» Task prompt
In the listing that follows, the range to quote begins at the line that has "Build a routing" and ends after the line that has "Digitize the connectivity"; quote it verbatim and add nothing.

- Opening Delimiter -

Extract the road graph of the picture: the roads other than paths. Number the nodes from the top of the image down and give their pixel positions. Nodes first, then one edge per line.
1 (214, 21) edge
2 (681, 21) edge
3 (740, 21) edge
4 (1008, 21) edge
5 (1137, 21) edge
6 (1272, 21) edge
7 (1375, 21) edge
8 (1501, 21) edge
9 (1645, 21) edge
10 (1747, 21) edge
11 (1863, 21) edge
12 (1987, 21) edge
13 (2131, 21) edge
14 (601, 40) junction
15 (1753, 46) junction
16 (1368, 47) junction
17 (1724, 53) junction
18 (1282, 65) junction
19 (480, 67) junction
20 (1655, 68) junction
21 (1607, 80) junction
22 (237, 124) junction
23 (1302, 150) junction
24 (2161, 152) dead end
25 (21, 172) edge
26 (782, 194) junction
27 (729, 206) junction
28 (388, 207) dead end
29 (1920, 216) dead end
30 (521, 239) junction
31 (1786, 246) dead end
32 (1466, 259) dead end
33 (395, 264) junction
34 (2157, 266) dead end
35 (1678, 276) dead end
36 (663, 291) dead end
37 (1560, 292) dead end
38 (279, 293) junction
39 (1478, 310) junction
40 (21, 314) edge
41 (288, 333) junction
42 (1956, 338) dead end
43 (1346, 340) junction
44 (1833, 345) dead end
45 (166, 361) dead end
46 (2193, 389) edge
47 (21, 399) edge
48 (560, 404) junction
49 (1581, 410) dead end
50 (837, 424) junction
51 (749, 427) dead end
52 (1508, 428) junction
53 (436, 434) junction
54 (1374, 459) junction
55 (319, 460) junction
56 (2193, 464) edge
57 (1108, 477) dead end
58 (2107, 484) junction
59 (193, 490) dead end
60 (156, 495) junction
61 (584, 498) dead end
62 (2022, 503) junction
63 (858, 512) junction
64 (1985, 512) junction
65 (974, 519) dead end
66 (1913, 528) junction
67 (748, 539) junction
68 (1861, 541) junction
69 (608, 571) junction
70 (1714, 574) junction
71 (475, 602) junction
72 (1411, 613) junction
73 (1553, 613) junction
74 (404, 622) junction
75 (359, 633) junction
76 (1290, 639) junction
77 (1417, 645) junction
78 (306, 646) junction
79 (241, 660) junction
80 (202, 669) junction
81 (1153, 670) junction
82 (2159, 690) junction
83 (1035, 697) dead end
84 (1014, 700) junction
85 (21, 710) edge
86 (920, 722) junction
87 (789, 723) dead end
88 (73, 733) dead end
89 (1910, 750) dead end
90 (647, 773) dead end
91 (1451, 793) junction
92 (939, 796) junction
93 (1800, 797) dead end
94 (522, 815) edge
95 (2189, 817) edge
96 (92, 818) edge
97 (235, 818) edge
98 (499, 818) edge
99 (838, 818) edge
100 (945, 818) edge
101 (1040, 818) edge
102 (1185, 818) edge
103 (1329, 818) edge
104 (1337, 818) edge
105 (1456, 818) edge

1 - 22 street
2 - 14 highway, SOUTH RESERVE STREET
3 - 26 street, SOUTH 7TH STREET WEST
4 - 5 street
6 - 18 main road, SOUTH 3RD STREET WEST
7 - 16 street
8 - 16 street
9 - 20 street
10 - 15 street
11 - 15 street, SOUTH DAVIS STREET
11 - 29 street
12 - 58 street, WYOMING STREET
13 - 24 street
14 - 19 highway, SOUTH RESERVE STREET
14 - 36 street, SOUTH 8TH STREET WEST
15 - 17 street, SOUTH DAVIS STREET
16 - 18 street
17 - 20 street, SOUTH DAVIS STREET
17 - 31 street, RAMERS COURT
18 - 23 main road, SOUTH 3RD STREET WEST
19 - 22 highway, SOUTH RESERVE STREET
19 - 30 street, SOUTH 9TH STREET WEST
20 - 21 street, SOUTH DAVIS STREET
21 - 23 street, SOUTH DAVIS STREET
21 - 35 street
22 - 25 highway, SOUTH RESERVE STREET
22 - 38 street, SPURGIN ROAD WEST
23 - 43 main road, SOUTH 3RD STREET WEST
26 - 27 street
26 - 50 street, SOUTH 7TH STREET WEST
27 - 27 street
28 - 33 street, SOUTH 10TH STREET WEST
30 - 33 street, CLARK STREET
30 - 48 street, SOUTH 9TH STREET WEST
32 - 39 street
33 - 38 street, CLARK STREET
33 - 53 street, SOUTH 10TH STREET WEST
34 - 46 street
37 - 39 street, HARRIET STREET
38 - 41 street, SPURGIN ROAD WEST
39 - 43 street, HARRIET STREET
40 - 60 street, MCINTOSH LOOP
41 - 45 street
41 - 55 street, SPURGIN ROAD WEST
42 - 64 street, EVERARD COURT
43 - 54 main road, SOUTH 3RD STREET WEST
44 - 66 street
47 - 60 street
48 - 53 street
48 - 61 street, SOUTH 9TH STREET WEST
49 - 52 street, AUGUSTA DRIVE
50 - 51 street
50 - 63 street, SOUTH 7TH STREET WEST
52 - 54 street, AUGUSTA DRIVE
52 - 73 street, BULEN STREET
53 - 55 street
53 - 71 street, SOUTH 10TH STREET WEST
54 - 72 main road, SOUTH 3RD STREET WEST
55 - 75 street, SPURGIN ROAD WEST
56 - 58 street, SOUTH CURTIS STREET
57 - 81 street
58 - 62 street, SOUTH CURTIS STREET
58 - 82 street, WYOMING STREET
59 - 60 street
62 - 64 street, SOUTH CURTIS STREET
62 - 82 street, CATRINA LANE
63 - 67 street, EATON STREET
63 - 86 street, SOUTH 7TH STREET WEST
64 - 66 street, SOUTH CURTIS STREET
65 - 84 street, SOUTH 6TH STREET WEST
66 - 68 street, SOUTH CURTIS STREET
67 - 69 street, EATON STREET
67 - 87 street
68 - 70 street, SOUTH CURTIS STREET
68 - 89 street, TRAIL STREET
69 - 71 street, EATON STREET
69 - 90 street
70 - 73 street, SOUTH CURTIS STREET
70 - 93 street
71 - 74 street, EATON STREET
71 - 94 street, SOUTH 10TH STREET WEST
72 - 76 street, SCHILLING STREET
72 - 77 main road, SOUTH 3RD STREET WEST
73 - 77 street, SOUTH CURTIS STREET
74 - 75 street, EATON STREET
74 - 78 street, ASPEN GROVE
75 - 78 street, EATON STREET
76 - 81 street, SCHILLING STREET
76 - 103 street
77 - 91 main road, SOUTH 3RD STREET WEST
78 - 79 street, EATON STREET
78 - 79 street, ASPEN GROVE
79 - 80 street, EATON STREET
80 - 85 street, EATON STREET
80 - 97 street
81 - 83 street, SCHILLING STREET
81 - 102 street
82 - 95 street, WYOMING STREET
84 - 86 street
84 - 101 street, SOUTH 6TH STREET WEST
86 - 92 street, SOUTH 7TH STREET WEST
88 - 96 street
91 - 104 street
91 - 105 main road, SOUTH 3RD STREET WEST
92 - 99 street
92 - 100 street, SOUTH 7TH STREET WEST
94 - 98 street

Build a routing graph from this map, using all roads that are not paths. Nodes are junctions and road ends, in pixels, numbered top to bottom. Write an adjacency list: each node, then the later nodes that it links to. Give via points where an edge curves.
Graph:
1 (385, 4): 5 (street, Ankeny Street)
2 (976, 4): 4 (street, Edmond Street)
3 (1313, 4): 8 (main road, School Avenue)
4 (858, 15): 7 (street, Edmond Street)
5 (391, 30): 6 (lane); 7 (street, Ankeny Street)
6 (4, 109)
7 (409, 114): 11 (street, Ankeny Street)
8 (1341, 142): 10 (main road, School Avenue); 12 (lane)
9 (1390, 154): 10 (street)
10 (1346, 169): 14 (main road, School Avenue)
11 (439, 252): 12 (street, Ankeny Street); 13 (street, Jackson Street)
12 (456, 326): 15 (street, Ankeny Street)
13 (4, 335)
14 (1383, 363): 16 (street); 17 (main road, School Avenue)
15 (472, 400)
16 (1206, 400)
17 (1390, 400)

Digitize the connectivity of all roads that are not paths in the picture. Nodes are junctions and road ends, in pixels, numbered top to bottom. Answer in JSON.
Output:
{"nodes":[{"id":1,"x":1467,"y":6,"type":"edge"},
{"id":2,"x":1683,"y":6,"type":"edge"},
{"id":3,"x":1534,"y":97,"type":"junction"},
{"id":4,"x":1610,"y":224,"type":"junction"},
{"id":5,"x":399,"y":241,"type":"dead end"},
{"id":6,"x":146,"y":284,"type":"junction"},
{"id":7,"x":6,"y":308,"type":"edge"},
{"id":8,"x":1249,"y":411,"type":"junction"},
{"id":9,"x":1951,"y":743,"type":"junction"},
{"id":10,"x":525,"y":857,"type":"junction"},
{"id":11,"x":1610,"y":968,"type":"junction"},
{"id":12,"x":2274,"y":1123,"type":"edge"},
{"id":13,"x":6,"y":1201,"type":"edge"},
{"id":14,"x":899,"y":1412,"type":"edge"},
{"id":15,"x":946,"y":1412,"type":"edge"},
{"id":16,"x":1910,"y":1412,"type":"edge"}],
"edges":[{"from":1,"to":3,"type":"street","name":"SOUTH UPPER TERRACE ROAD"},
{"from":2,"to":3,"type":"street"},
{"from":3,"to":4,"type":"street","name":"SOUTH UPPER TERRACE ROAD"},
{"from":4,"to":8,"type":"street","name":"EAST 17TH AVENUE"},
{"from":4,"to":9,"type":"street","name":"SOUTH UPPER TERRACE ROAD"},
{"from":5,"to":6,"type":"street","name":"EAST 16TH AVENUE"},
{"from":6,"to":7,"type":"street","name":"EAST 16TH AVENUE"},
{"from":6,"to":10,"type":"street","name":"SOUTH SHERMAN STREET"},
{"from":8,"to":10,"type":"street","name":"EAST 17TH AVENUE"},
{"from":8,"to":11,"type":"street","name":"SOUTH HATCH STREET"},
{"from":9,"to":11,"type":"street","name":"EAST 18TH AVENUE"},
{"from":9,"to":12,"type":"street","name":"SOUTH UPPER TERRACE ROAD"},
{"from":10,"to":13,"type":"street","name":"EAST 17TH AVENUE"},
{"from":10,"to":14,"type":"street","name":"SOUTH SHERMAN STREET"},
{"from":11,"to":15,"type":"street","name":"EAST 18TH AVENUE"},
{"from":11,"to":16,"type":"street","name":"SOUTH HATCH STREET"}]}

- Closing Delimiter -

» Response to the task
Build a routing graph from this map, using all roads that are not paths. Nodes are junctions and road ends, in pixels, numbered top to bottom. Write an adjacency list: each node, then the later nodes that it links to. Give via points where an edge curves.
Graph:
1 (385, 4): 5 (street, Ankeny Street)
2 (976, 4): 4 (street, Edmond Street)
3 (1313, 4): 8 (main road, School Avenue)
4 (858, 15): 7 (street, Edmond Street)
5 (391, 30): 6 (lane); 7 (street, Ankeny Street)
6 (4, 109)
7 (409, 114): 11 (street, Ankeny Street)
8 (1341, 142): 10 (main road, School Avenue); 12 (lane)
9 (1390, 154): 10 (street)
10 (1346, 169): 14 (main road, School Avenue)
11 (439, 252): 12 (street, Ankeny Street); 13 (street, Jackson Street)
12 (456, 326): 15 (street, Ankeny Street)
13 (4, 335)
14 (1383, 363): 16 (street); 17 (main road, School Avenue)
15 (472, 400)
16 (1206, 400)
17 (1390, 400)

Digitize the connectivity of all roads that are not paths in the picture. Nodes are junctions and road ends, in pixels, numbered top to bottom. Answer in JSON.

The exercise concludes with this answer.